Cumhurbaşkanlığı Sözcüsü İbrahim Kalın, " Türkiye'nin Barış Pınarı Harekatı yahut PKK ile mücadelesi DEAŞ'la mücadeleyi zaafa uğratıyor.' iddialarını ortaya atmak bu terör örgütüne kol kanat germekten başka bir şey değildir." ifadesini kullandı.
Kalın, Cumhurbaşkanı Recep Tayyip Erdoğan başkanlığında Cumhurbaşkanlığı Külliyesi'nde yapılan Cumhurbaşkanlığı Kabine Toplantısı devam ederken açıklamalarda bulundu, gazetecilerin gündeme ilişkin sorularını yanıtladı.
Terör örgütüyle mücadelenin devam edeceğini ve Barış Pınarı Harekatı'nın ikinci hedefi olarak mültecilerin evlerine gönüllü bir şekilde dönmelerini sağlayacak çalışmaların yapılmasının da önem arz ettiğini söyleyen Kalın, bu çerçevede Cumhurbaşkanı Erdoğan'ın BM Genel Kurulu'ndaki konuşmasında eylem planını paylaştığını anımsattı.
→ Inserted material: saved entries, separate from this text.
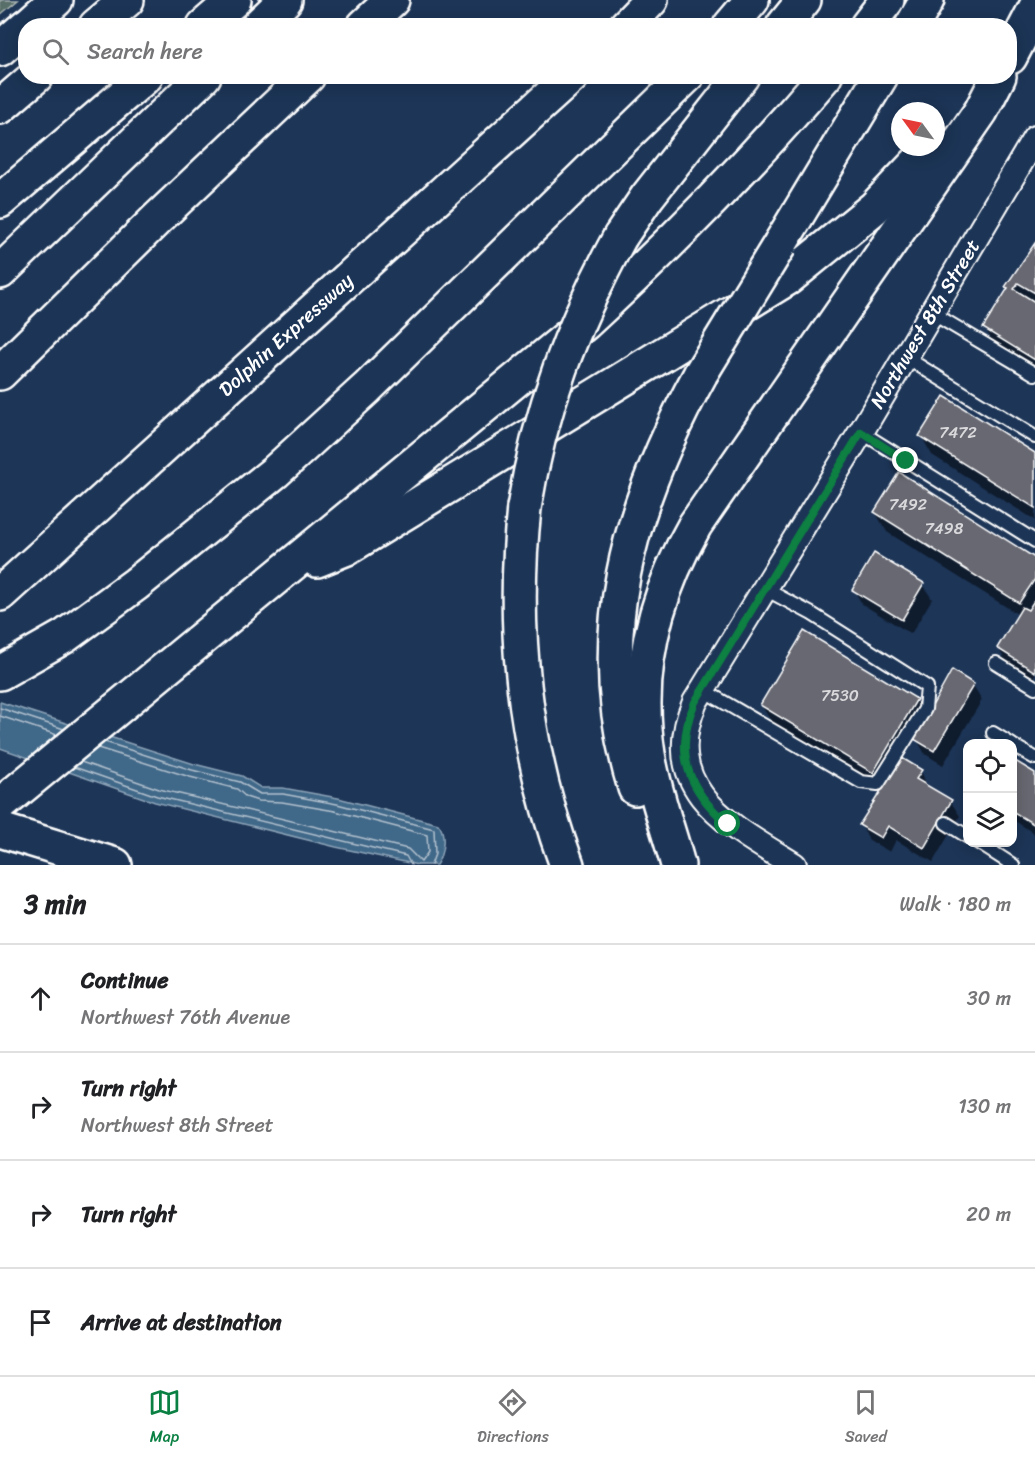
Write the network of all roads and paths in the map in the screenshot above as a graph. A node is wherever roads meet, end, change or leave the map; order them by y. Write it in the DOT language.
graph roads {
  1 [pos="56,0"];
  2 [pos="127,0"];
  3 [pos="234,0"];
  4 [pos="285,0"];
  5 [pos="392,0"];
  6 [pos="651,0"];
  7 [pos="752,0"];
  8 [pos="804,0"];
  9 [pos="887,0"];
  10 [pos="927,0"];
  11 [pos="1035,4"];
  12 [pos="1035,9"];
  13 [pos="35,18"];
  14 [pos="106,18"];
  15 [pos="213,18"];
  16 [pos="266,18"];
  17 [pos="373,18"];
  18 [pos="634,18"];
  19 [pos="737,18"];
  20 [pos="789,18"];
  21 [pos="873,18"];
  22 [pos="917,18"];
  23 [pos="1017,31"];
  24 [pos="18,33"];
  25 [pos="1017,44"];
  26 [pos="0,49"];
  27 [pos="27,84"];
  28 [pos="137,84"];
  29 [pos="196,84"];
  30 [pos="300,84"];
  31 [pos="563,84"];
  32 [pos="681,84"];
  33 [pos="736,84"];
  34 [pos="818,84"];
  35 [pos="876,84"];
  36 [pos="979,84"];
  37 [pos="995,84"];
  38 [pos="0,107"];
  39 [pos="945,130"];
  40 [pos="1035,138"];
  41 [pos="923,156"];
  42 [pos="0,201"];
  43 [pos="0,272"];
  44 [pos="932,313"];
  45 [pos="905,357"];
  46 [pos="0,373"];
  47 [pos="1035,374"];
  48 [pos="861,432"];
  49 [pos="1035,437"];
  50 [pos="1035,541"];
  51 [pos="284,572"];
  52 [pos="765,589"];
  53 [pos="0,594"];
  54 [pos="996,663"];
  55 [pos="0,673"];
  56 [pos="1035,687"];
  57 [pos="703,690"];
  58 [pos="993,733"];
  59 [pos="1003,739"];
  60 [pos="1017,747"];
  61 [pos="1035,758"];
  62 [pos="0,805"];
  63 [pos="946,823"];
  64 [pos="0,830"];
  65 [pos="963,834"];
  66 [pos="984,847"];
  67 [pos="115,865"];
  68 [pos="567,865"];
  69 [pos="666,865"];
  70 [pos="678,865"];
  71 [pos="794,865"];
  72 [pos="1013,865"];
  1 -- 13 [label="highway"];
  2 -- 14 [label="highway"];
  3 -- 15 [label="highway"];
  4 -- 16 [label="highway"];
  5 -- 17 [label="highway"];
  6 -- 18 [label="highway"];
  7 -- 19 [label="highway"];
  8 -- 20 [label="highway"];
  9 -- 21 [label="highway"];
  10 -- 22 [label="highway"];
  11 -- 23 [label="highway"];
  12 -- 25 [label="highway"];
  24 -- 26 [label="highway"];
  27 -- 38 [label="highway"];
  28 -- 42 [label="highway"];
  29 -- 43 [label="highway"];
  30 -- 46 [label="highway"];
  31 -- 53 [label="highway, Dolphin Expressway"];
  32 -- 55 [label="highway"];
  33 -- 68 [label="highway, bridge"];
  34 -- 51 [label="highway"];
  35 -- 69 [label="highway, bridge"];
  36 -- 39 [label="highway"];
  37 -- 70 [label="highway"];
  40 -- 44 [label="street, Northwest 8th Street"];
  41 -- 51 [label="highway"];
  44 -- 45 [label="street, Northwest 8th Street"];
  44 -- 47 [label="lane"];
  45 -- 48 [label="street, Northwest 8th Street"];
  45 -- 49 [label="lane"];
  48 -- 50 [label="lane"];
  48 -- 52 [label="street, Northwest 8th Street"];
  51 -- 62 [label="highway"];
  52 -- 57 [label="street, Northwest 8th Street"];
  52 -- 57 [label="lane"];
  54 -- 56 [label="lane"];
  57 -- 71 [label="street, Northwest 8th Street"];
  58 -- 59 [label="lane"];
  60 -- 61 [label="lane"];
  63 -- 65 [label="lane"];
  64 -- 67 [label="highway"];
  66 -- 72 [label="lane"];
}
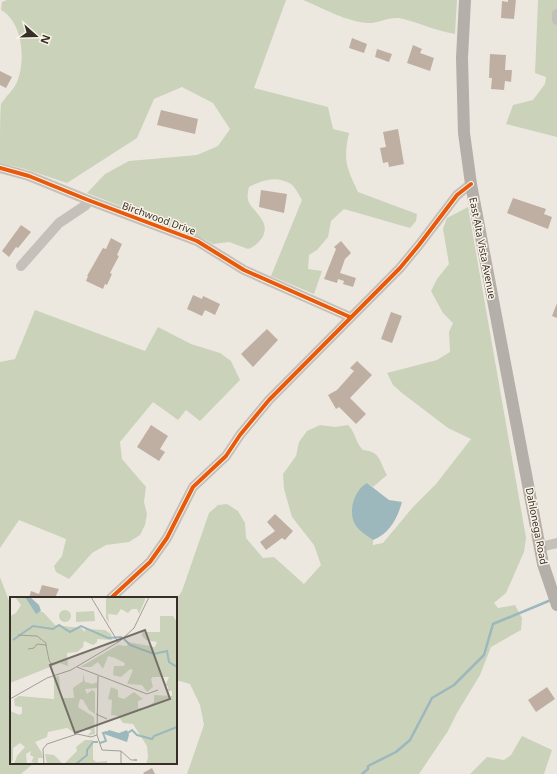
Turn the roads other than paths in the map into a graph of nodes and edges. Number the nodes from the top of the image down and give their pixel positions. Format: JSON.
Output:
{"nodes":[{"id":1,"x":465,"y":0,"type":"edge"},
{"id":2,"x":557,"y":14,"type":"edge"},
{"id":3,"x":557,"y":20,"type":"edge"},
{"id":4,"x":0,"y":168,"type":"edge"},
{"id":5,"x":471,"y":184,"type":"junction"},
{"id":6,"x":88,"y":200,"type":"junction"},
{"id":7,"x":21,"y":266,"type":"dead end"},
{"id":8,"x":350,"y":317,"type":"junction"},
{"id":9,"x":521,"y":446,"type":"joint"},
{"id":10,"x":557,"y":543,"type":"edge"},
{"id":11,"x":540,"y":547,"type":"junction"},
{"id":12,"x":112,"y":597,"type":"edge"},
{"id":13,"x":557,"y":605,"type":"edge"}],
"edges":[{"from":1,"to":5,"type":"main road","name":"East Alta Vista Avenue"},
{"from":2,"to":3,"type":"street"},
{"from":4,"to":6,"type":"street","name":"Birchwood Drive"},
{"from":5,"to":8,"type":"street"},
{"from":5,"to":9,"type":"main road","name":"East Alta Vista Avenue"},
{"from":6,"to":7,"type":"street"},
{"from":6,"to":8,"type":"street","name":"Birchwood Drive"},
{"from":8,"to":12,"type":"street"},
{"from":9,"to":11,"type":"main road","name":"Dahlonega Road"},
{"from":10,"to":11,"type":"street"},
{"from":11,"to":13,"type":"main road","name":"Dahlonega Road"}]}
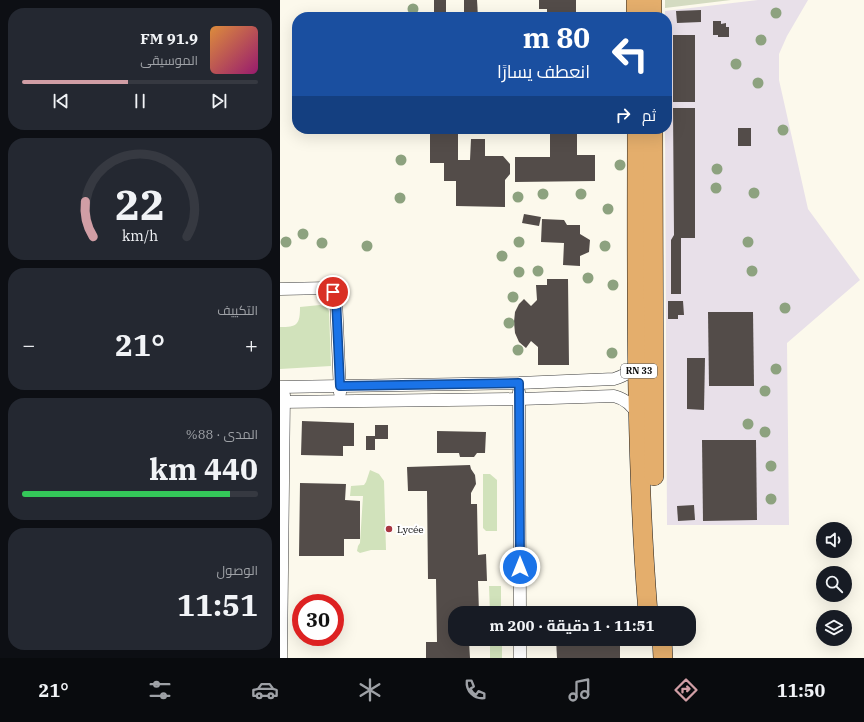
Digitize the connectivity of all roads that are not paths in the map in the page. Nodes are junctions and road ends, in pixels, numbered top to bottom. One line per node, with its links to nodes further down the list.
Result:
1 (636, 0): 3 (highway)
2 (652, 0): 4 (highway)
3 (636, 12)
4 (652, 12)
5 (637, 134): 8 (highway, RN 33)
6 (653, 134): 18 (highway, RN 33)
7 (280, 289): 10 (street)
8 (638, 359): 9 (street); 15 (highway, RN 33)
9 (519, 383): 10 (street); 12 (street)
10 (340, 386): 11 (street); 14 (street)
11 (282, 387): 13 (street)
12 (520, 399): 14 (street); 15 (street); 16 (street)
13 (282, 402): 14 (street); 22 (street)
14 (341, 402)
15 (639, 421): 17 (highway, RN 33)
16 (520, 606)
17 (647, 606)
18 (658, 606)
19 (520, 646): 23 (street)
20 (652, 646): 24 (highway)
21 (662, 646): 25 (highway)
22 (281, 658)
23 (520, 658)
24 (653, 658)
25 (663, 658)

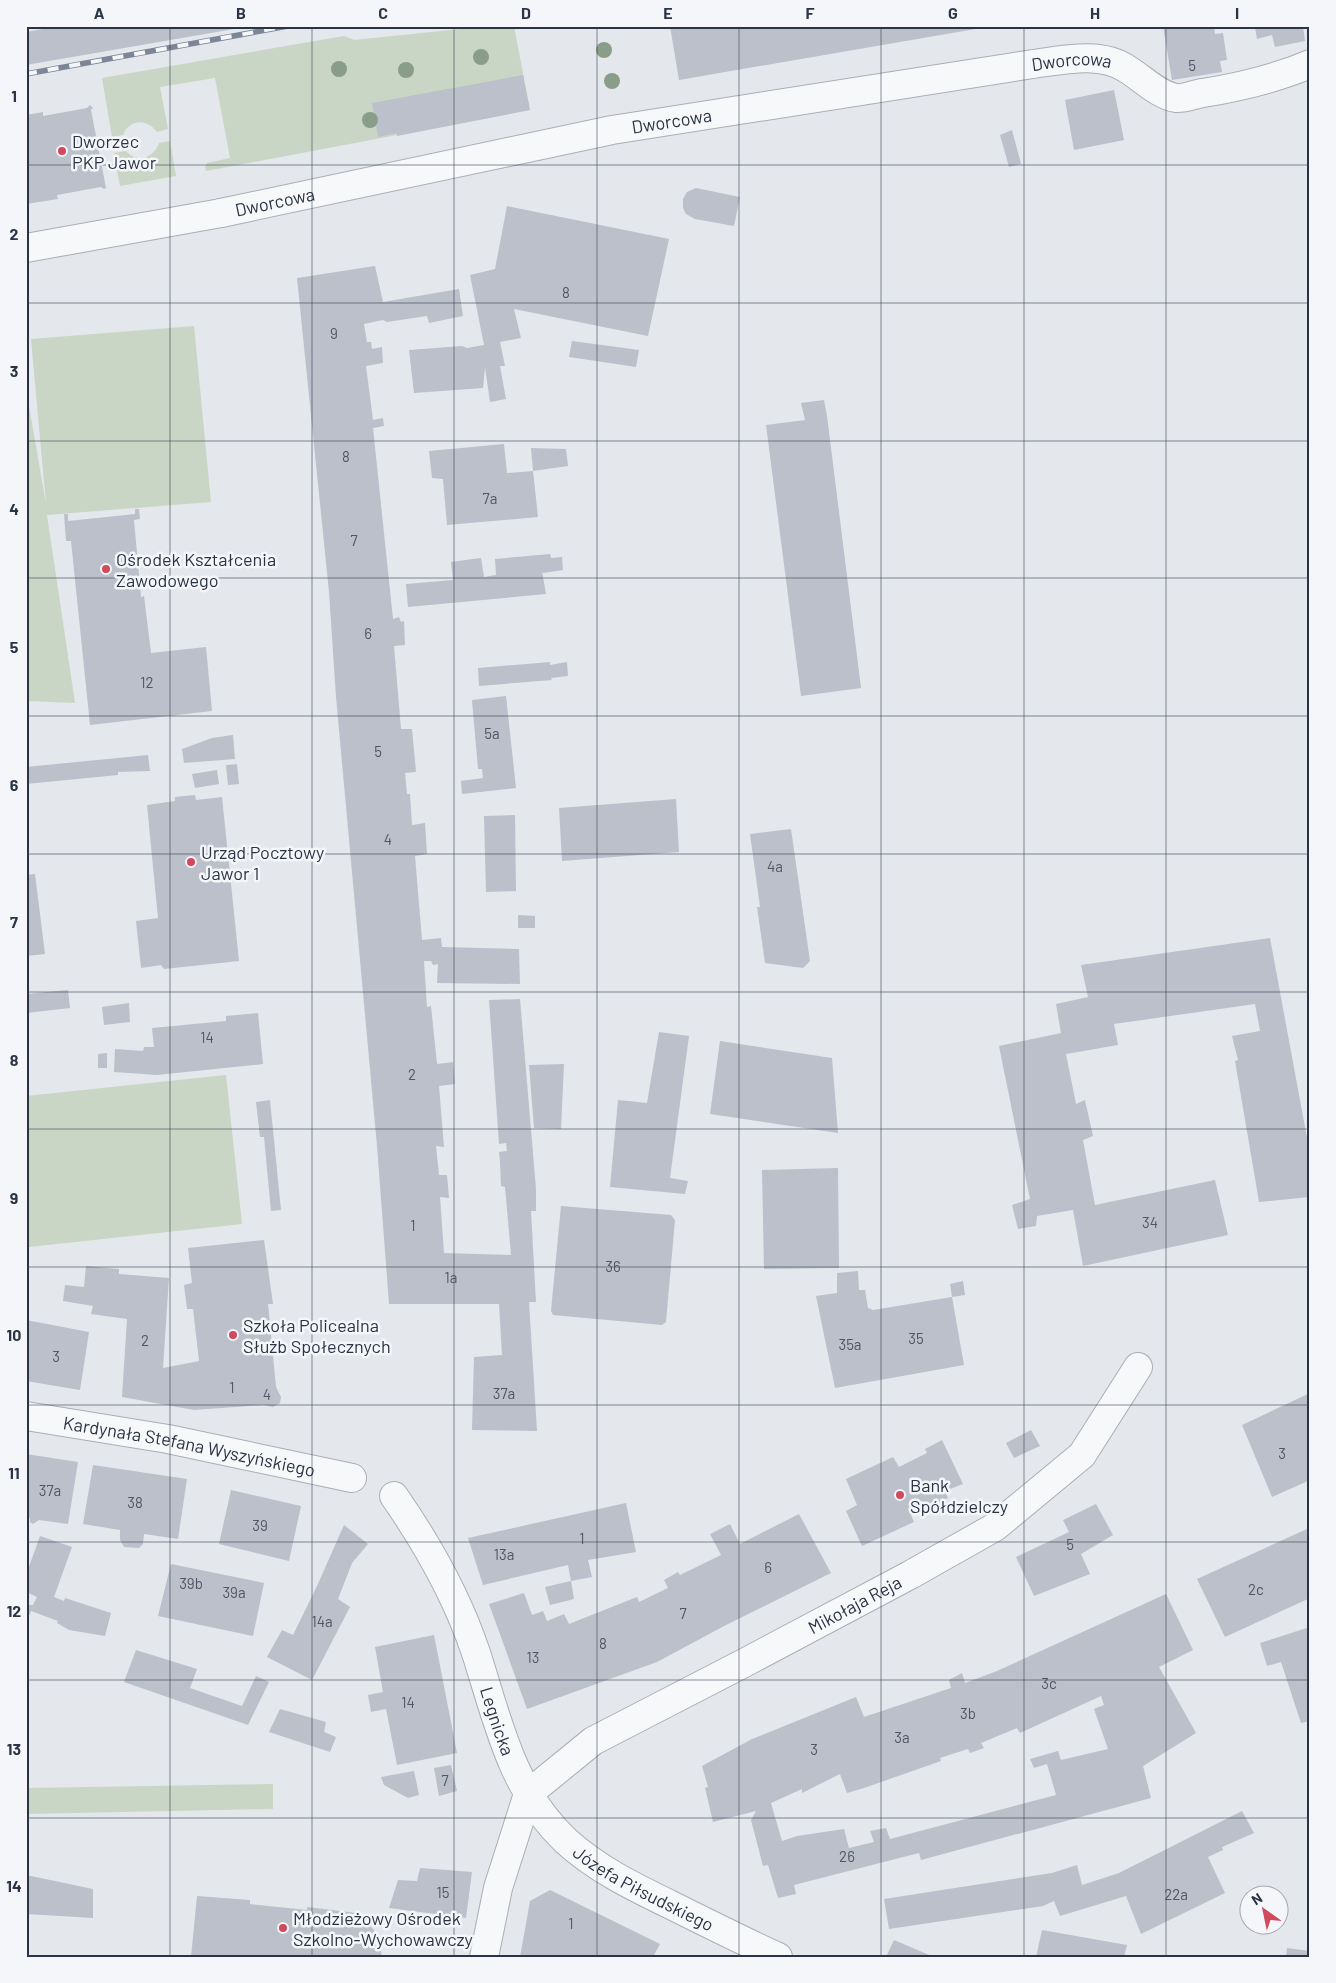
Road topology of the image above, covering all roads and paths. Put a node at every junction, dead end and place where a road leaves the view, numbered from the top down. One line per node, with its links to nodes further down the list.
1 (1310, 64): 2 (street, Dworcowa)
2 (26, 248)
3 (1138, 1367): 7 (street, Mikołaja Reja)
4 (26, 1416): 5 (street, Kardynała Stefana Wyszyńskiego)
5 (352, 1478)
6 (394, 1496): 7 (street, Legnicka)
7 (528, 1794): 8 (street); 9 (street, Józefa Piłsudskiego)
8 (484, 1957)
9 (778, 1957)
Kalın, Erdoğan'ın cuma günü Birleşmiş Milletler (BM) Genel Sekreteri Antonio Guterres ile görüşmesinde konuyu tekrar gündeme getirdiğini ifade etti.
BM Mülteciler Yüksek Komiserliğinin bu konuda bir çalışma yapması için de sürecin başladığını dile getiren Kalın, Türkiye'nin mültecilerin güvenli, gönüllü ve onurlu şekilde geldikleri yerlere dönmelerini sağlayacak BM çatısını prensip olarak kabul ettiğini hatırlattı.
"Mülteci meselesi sadece Türkiye'nin meselesi değil"
Uluslararası aktörlerin sorumluluk alması ve külfet paylaşımını hayata geçirmesinin büyük önem arz ettiğini vurgulayan Kalın, "Mülteci meselesi sadece Türkiye'nin meselesi değil. DEAŞ'la mücadele, diğer terör örgütleriyle mücadele sadece Türkiye'nin meselesi değil. Küresel bir kriz haline gelen mülteci meselesinin aynı zamanda küresel bir işbirliğini icbar ettiği de izahtan varestedir. Dolayısıyla burada Türkiye'ye dönük bu tür eleştirileri dile getiren ülkelerin öncelikle külfet paylaşımı konusunda ne yapacaklarına dair bir açık, net kafalarındaki fikirleri paylaşmaları isabetli olacaktır." değerlendirmesinde bulundu. Kalın, Türkiye olarak çalışmanın hayata geçirilmesi için çabalarını yoğun bir şekilde devam ettireceklerini söyledi.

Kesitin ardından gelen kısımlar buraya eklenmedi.